- Born: Israel
- Occupations: classical cellist; academic administrator;

= Sagi Hartov =

Israeli musician (born 1978)

Sagi Hartov (שגיא הרטוב) is a cellist born in Israel with dual British and Israeli citizenship. He is the founder of the Ernest Bloch classical competition.

Hartov has been a member of the London Mozart Trio. He also serves as principal of creative arts for Global University Systems. He is executive dean and managing director at London College of Contemporary Arts, and managing director of Berlin School of Business and Innovation, both subsidiaries of Global University Systems.

==Career==
Sagi Hartov started studying the cello when he was 10 years old. He studied at the Rubin Conservatorium in Haifa, and at the age of 15 performed with the Haifa Symphony Orchestra.

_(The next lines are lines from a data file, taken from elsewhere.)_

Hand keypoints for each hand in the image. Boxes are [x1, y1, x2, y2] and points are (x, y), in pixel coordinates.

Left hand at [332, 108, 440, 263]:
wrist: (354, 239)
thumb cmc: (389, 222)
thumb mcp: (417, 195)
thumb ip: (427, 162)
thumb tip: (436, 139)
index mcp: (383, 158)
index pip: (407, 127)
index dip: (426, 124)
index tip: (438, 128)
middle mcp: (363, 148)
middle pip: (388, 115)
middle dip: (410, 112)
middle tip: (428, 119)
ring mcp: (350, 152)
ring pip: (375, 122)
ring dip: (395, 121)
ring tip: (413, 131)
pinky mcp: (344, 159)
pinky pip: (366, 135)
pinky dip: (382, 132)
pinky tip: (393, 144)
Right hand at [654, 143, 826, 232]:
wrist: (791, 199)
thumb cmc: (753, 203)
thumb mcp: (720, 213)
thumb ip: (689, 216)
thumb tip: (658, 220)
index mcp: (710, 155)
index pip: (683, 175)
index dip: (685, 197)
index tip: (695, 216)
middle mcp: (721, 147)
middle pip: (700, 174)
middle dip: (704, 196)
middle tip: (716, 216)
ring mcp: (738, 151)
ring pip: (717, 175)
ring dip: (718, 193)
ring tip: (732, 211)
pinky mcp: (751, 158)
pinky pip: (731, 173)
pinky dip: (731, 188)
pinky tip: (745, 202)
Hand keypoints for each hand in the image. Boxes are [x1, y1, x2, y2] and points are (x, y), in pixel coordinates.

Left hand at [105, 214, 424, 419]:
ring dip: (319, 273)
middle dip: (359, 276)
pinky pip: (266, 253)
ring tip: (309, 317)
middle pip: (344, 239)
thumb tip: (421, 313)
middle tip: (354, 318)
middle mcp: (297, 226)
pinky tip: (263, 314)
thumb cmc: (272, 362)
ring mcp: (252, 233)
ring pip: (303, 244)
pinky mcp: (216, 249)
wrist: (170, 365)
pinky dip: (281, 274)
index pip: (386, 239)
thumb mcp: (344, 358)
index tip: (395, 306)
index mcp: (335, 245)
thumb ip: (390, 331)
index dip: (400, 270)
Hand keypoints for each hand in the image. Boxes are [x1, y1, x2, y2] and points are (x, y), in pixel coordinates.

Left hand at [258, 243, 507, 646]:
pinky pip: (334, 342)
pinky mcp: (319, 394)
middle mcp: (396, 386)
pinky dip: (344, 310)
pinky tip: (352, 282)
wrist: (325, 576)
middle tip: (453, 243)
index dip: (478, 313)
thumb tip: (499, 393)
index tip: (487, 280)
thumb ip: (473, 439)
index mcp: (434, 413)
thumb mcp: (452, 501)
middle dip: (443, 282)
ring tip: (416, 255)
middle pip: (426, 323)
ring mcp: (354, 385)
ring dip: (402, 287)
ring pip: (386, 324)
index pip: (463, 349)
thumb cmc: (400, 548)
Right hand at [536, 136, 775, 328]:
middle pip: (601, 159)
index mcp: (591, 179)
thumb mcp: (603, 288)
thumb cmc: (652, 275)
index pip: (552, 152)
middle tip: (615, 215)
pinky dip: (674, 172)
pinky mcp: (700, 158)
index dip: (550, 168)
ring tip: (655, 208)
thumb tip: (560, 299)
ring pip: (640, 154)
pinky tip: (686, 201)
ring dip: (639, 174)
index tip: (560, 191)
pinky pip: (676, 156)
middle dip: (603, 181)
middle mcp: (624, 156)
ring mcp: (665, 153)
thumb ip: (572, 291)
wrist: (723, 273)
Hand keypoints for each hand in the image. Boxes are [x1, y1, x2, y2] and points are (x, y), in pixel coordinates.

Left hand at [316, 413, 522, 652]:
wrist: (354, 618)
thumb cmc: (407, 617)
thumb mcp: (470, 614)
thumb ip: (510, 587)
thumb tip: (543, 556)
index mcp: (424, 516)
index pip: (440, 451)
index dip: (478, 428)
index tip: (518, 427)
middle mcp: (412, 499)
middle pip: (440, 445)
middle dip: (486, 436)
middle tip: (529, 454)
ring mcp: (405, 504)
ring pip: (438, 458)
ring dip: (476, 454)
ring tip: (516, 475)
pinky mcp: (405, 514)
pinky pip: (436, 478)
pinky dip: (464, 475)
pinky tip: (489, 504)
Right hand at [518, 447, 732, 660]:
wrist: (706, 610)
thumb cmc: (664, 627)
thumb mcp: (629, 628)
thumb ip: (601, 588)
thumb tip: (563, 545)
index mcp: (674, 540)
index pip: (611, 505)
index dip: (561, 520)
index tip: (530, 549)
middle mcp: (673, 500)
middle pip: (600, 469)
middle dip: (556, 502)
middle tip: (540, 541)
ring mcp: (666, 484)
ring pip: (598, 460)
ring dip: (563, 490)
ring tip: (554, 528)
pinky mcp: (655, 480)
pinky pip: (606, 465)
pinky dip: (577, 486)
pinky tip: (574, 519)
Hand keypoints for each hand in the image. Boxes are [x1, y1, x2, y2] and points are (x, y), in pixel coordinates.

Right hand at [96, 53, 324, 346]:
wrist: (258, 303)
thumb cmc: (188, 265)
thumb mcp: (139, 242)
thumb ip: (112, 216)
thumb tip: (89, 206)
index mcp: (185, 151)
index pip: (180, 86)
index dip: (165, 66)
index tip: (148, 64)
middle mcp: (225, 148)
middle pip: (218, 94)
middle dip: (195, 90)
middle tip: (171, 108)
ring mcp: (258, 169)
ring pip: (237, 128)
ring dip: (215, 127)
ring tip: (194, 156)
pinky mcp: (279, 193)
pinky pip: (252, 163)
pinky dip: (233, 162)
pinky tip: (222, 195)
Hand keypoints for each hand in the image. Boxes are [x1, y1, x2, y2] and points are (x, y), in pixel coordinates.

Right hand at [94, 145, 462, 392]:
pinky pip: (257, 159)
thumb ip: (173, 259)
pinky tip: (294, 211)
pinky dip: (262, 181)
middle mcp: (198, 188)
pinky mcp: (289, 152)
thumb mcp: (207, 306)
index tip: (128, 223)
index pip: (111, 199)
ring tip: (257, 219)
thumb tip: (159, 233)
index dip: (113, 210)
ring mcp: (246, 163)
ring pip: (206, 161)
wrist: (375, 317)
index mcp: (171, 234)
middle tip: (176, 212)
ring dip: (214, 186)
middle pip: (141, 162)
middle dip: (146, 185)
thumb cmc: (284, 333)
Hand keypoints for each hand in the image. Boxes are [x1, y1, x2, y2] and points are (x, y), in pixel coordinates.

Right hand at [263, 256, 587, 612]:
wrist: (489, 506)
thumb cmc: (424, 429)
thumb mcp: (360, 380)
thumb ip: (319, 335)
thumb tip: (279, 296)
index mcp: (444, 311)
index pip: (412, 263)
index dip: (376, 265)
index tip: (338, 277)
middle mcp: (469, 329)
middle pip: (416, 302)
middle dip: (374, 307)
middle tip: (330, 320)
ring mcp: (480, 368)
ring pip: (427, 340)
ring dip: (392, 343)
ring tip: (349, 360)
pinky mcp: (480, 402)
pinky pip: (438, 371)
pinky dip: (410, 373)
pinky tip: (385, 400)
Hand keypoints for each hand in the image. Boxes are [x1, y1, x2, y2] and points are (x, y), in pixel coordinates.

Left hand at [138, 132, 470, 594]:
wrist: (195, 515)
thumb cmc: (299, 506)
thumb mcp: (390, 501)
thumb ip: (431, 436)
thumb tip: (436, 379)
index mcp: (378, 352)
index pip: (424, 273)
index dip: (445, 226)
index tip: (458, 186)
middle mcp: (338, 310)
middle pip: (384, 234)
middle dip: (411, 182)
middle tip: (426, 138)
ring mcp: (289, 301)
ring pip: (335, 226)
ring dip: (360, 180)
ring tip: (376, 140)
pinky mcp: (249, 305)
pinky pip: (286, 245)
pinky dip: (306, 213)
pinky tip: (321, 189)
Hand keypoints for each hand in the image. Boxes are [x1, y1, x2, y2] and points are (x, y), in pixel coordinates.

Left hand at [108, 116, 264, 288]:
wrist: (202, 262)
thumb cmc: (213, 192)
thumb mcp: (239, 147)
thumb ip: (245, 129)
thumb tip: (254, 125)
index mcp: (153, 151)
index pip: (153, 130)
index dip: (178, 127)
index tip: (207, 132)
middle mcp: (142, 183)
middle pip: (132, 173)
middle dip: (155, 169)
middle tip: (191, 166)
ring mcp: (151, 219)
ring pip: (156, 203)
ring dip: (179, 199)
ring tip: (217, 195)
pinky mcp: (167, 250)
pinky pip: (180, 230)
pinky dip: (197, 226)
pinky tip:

Between 1995 and 1999, Hartov studied under Uzi Wiesel, initially at Tel Aviv University and then at the Sydney Conservatorium of Music. He was also taught by Aldo Parisot, János Starker and Mats Lidström.

In September 2000, Hartov moved to the UK to study at the Royal Academy of Music, and became an LRAM.

Hartov has taught Master's degrees and masterclasses at the Birmingham Conservatoire, the Yehudi Menuhin School, and the Cambridge Performance Masterclass program. He has also taught at the North London Colourstrings Centre.

==Awards and performances==
Sagi Hartov has performed in over 12 countries. He played a solo recital with Benjamin Frith at the Wigmore Hall and a concert with Argentinian pianist Alberto Portugheis at the Regent Hall.

Hartov has taken part in festivals such as the Broomhill Festival and the Gentse Feesten in Belgium. In 2001 he participated in the first round the Rostropovich International Cello Competition in Paris. He represented the String Department in the Finals of the RAM Club Prize, where he opened the new David Josefowitz Recital Hall.

Hartov has recorded advertisement soundtracks. He has also recorded for the BBC's Channel 1, and Radios 3 and 4, as well as the Universal Records.

In 2007 and 2008, Hartov established the Israeli Music and the Ernest Bloch competitions. In 2010, the Israeli Music Competition had 140 competitors from 48 different countries.

For a time Hartov played with the London Mozart Trio and appears on their 2011 recording of Rachmaninov's Trios élégiaques.